Leptin Fragment 116–122 Modulates Testicular Steroidogenesis in Male Rats.

The adipokine leptin plays an important role in the regulation of the reproductive system. It stimulates the activity of the hypothalamic–pituitary–gonadal axis by indirectly affecting gonadoliberin (GnRH)-secreting neurons and modulates testicular steroidogenesis via binding to leptin receptors in Leydig cells. The leptin fragment (LF) 116–122, which includes the main receptor-binding determinants of this adipokine, normalizes metabolic parameters in animals with a diet-induced obesity.

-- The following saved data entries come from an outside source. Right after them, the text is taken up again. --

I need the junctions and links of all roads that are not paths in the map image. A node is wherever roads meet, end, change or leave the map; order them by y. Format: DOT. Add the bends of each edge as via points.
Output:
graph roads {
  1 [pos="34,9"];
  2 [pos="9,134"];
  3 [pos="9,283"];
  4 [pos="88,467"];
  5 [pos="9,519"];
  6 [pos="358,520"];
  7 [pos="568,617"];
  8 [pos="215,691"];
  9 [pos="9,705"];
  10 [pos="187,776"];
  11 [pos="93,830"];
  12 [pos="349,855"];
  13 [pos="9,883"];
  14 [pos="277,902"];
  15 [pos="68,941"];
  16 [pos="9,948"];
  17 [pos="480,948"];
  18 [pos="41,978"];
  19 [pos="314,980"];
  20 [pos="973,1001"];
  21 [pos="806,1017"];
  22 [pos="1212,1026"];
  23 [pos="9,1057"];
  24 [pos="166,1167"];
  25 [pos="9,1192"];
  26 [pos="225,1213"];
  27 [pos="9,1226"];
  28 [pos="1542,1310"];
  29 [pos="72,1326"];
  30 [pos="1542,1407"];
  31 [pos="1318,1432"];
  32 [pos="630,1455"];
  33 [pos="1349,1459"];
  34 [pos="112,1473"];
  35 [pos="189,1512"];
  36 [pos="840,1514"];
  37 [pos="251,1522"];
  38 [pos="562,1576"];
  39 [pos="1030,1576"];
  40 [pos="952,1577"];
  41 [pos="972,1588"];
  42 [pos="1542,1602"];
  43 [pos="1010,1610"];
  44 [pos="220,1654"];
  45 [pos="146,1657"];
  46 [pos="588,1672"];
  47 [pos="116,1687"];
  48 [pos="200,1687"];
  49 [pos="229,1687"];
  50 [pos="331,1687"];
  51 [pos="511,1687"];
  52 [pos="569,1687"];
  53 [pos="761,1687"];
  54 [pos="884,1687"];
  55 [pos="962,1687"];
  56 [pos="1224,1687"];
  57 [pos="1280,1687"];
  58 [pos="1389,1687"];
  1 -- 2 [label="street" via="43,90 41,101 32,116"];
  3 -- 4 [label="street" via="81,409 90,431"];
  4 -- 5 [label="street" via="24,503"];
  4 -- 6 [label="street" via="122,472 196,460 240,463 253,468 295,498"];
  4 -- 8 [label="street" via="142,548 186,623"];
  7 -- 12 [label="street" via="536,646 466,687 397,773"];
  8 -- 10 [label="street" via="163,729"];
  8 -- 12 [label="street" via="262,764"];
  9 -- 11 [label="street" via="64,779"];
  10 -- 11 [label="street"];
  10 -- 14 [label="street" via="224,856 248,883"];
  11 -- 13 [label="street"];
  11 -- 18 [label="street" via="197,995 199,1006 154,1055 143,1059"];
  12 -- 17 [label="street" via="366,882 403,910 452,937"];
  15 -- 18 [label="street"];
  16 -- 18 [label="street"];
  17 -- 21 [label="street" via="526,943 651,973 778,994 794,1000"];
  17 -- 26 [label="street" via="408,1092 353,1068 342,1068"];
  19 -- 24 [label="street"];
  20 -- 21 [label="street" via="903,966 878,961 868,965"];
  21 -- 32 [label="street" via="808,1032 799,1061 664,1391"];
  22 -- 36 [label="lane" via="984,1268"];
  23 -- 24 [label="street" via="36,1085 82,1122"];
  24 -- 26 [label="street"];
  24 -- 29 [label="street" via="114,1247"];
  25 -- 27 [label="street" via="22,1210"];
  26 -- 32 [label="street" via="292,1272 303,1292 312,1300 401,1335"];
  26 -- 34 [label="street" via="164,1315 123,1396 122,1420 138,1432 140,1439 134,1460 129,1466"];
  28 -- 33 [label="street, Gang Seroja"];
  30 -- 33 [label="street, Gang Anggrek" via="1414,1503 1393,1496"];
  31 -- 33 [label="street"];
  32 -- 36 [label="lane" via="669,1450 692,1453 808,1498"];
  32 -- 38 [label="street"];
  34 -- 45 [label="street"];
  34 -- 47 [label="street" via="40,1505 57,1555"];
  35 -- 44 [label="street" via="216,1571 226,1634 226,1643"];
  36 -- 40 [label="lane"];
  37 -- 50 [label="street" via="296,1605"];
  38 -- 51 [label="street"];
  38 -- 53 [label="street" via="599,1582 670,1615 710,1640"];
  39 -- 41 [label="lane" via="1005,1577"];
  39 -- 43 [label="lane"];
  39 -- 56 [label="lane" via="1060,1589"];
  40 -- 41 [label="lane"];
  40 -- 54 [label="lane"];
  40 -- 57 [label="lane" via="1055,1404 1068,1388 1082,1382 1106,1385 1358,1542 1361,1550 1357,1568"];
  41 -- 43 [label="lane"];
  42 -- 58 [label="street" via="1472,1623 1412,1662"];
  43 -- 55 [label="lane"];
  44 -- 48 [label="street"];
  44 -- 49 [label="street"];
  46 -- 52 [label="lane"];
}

However, its ability to influence the testicular steroidogenic function, including through interaction with hypothalamic GnRH neurons, has not been studied. The aim of this work was to study the effects of a single and 3-day intranasal LF administration (200 µg/rat) on blood testosterone levels and expression of steroidogenic genes in the testes of mature male Wistar rats, as well as to evaluate the steroidogenic activity of LF upon testosterone synthesis stimulation by human chorionic gonadotropin (hCG, 15 IU/rat, s.c.) and inhibition by the GnRH receptor antagonist Cetrorelix (75 µg/kg, s.c.). It was shown that a single LF administration increases blood testosterone levels, while a 3-day administration enhances the steroidogenic effect of hCG. LF and hCG increased the expression of the Star gene that encodes the key regulatory protein of steroidogenesis StAR. Cetrorelix administration reduced blood testosterone levels and Star expression, while compensatory increasing gene expression of the luteinizing hormone receptor. The potentiating effect of LF on hCG-induced stimulation of testosterone synthesis and Star expression was not detected after Cetrorelix treatment. Thus, LF is able to stimulate testicular steroidogenesis in rats by itself and potentiate the steroidogenic effects of hCG. Since its effects are suppressed in the presence of a GnRH antagonist, there are grounds to assume that they are implemented via stimulation of hypothalamic GnRH neurons. [ABSTRACT FROM AUTHOR]